Scala: Making it easier to abstract code
A couple of months ago I attended Michael Feathers’ ‘Brutal Refactoring’ workshop at XP 2011 where he opined that developers generally do the easiest thing when it comes to code bases.
More often than not this means adding to an existing method or existing class rather than finding the correct place to put the behaviour that they want to add.
Something interesting that I’ve noticed so far on the project I’m working on is that so far we haven’t been seeing the same trend.
Our code at the moment is comprised of lots of little classes with small amounts of logic in them and I’m inclined to believe that Scala as a language has had a reasonable influence on that.
The following quote from ‘Why programming languages?’ sums it up quite well:
Sometimes the growing complexity of existing programming languages prompts language designers to design new languages that lie within the same programming paradigm, but with the explicit goal of minimising complexity and maximising consistency, regularity and uniformity (in short, conceptual integrity).
It’s incredibly easy to pull out a new class in Scala and the amount of code required to do so is minimal which seems to be contributing to the willingness to do so.
At the moment nearly all the methods in our code base are one line long and the ones which aren’t do actually stand out which I think psychologically makes you want to find a way to keep to the one line method pattern.
As I’ve mentioned previously we’ve been pulling out a lot of traits as well and the only problem we’ve had there is ensuring that we don’t end up testing their behaviour multiple times in the objects which mix-in the trait.
I tend to pull traits out when it seems like there might be an opportunity to use that bit of code rather than waiting for the need to arise.

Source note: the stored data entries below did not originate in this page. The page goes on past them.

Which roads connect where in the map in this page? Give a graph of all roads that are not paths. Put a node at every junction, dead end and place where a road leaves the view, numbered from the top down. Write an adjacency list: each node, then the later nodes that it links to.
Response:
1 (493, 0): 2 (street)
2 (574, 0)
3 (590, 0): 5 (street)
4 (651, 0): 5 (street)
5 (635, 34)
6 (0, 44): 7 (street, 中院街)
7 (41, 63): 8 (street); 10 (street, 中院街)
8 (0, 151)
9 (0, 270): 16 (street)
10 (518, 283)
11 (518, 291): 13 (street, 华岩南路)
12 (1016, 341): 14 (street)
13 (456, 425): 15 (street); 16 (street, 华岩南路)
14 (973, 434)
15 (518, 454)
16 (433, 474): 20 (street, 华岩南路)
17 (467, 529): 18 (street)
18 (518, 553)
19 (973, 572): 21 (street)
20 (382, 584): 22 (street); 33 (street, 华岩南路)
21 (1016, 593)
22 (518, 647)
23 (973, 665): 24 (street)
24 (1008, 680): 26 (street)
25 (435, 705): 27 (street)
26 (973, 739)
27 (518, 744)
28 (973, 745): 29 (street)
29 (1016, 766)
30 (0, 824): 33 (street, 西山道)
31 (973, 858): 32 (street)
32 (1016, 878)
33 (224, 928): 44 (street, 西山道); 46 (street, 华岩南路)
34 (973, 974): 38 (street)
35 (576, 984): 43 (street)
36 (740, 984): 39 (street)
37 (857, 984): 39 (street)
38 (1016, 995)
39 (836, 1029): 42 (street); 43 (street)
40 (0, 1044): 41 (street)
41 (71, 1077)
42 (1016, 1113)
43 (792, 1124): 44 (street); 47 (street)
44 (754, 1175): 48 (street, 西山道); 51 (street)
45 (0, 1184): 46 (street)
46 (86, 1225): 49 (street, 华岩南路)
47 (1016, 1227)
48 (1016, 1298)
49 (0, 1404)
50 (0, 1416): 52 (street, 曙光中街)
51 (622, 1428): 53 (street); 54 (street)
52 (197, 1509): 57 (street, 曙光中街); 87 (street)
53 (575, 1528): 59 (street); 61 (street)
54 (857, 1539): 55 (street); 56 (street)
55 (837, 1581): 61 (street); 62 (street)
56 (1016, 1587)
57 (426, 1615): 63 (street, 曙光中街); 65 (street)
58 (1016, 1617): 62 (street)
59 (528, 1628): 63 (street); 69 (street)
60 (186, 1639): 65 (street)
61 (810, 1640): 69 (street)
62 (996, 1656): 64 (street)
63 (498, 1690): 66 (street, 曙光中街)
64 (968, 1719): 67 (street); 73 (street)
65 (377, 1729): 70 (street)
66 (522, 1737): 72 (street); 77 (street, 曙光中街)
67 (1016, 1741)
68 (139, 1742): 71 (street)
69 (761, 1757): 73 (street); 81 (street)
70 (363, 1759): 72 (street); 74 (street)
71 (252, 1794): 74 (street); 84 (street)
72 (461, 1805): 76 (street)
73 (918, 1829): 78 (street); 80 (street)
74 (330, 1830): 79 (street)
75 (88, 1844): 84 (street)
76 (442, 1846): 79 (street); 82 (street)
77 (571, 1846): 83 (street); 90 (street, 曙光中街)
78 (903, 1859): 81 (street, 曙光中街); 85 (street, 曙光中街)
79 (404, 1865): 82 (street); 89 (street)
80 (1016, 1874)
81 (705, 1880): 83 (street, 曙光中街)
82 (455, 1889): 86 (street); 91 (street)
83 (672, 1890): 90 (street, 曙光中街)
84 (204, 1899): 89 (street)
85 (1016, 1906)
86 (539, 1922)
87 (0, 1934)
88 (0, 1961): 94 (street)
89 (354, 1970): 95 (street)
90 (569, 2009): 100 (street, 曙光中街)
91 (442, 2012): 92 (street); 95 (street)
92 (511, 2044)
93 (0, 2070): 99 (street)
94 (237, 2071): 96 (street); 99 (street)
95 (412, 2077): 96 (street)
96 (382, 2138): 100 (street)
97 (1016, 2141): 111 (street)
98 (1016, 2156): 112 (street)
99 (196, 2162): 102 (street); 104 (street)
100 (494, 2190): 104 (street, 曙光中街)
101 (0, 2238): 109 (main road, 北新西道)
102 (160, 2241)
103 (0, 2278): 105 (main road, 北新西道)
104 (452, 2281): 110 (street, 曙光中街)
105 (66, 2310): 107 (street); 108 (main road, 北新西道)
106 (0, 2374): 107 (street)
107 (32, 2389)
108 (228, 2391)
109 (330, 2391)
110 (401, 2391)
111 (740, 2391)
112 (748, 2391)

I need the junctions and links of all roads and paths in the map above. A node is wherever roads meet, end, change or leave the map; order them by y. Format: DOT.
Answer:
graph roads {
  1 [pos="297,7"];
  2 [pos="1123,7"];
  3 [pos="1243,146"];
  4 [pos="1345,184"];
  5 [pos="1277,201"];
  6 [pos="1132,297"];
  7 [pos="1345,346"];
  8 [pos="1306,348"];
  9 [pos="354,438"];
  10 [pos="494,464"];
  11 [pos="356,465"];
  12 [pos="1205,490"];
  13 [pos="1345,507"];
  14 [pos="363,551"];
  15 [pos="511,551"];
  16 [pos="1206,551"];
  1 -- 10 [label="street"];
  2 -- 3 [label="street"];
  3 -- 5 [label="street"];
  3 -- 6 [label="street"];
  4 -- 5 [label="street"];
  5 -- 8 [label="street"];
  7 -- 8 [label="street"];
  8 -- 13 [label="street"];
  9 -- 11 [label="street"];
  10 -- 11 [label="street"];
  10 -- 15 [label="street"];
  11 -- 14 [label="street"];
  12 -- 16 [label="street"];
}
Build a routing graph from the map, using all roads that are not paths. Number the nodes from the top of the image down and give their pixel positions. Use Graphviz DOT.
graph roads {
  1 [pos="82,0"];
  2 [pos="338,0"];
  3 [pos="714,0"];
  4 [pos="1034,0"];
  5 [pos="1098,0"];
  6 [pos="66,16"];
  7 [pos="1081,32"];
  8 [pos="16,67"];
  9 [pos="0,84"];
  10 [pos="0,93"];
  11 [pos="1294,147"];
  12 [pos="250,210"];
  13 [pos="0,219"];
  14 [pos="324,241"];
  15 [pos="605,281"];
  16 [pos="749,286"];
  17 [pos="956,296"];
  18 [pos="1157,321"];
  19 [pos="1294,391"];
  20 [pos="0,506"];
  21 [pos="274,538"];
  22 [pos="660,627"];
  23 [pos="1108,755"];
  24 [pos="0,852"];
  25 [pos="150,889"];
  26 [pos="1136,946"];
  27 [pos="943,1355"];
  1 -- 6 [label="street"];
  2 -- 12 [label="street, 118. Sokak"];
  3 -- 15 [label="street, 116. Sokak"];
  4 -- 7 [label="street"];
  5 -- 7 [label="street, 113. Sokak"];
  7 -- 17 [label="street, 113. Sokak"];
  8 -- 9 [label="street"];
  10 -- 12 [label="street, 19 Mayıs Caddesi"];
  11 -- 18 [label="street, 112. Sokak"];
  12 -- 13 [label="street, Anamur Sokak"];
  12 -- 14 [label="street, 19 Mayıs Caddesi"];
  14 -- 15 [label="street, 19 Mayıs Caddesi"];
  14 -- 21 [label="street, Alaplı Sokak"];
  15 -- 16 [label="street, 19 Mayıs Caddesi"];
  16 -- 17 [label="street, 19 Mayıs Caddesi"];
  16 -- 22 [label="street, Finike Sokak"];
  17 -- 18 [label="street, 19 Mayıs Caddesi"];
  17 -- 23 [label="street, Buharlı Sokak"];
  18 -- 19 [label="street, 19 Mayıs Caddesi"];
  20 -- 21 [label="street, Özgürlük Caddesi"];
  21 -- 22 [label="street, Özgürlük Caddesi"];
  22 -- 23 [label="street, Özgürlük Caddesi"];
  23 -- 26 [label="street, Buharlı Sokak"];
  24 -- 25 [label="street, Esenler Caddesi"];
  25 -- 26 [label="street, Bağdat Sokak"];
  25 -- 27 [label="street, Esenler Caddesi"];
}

That’s generally not a good idea but it seems to be a bit of a trade off between making potentially reusable code discoverable and abstracting out the wrong bit of code because we did it too early.
The fact that we have companion objects in the language also seems to help us push logic into the right place rather than putting it into an existing class.
We often have companion objects which take in an XML node, extract the appropriate parts of the document and then instantiate a case class object.
There’s no reason you couldn’t achieve the same things in C# or Java but I haven’t seen code bases in those languages evolve in the same way.
It will be interesting to see if my observations remain the same as the code base increases in size.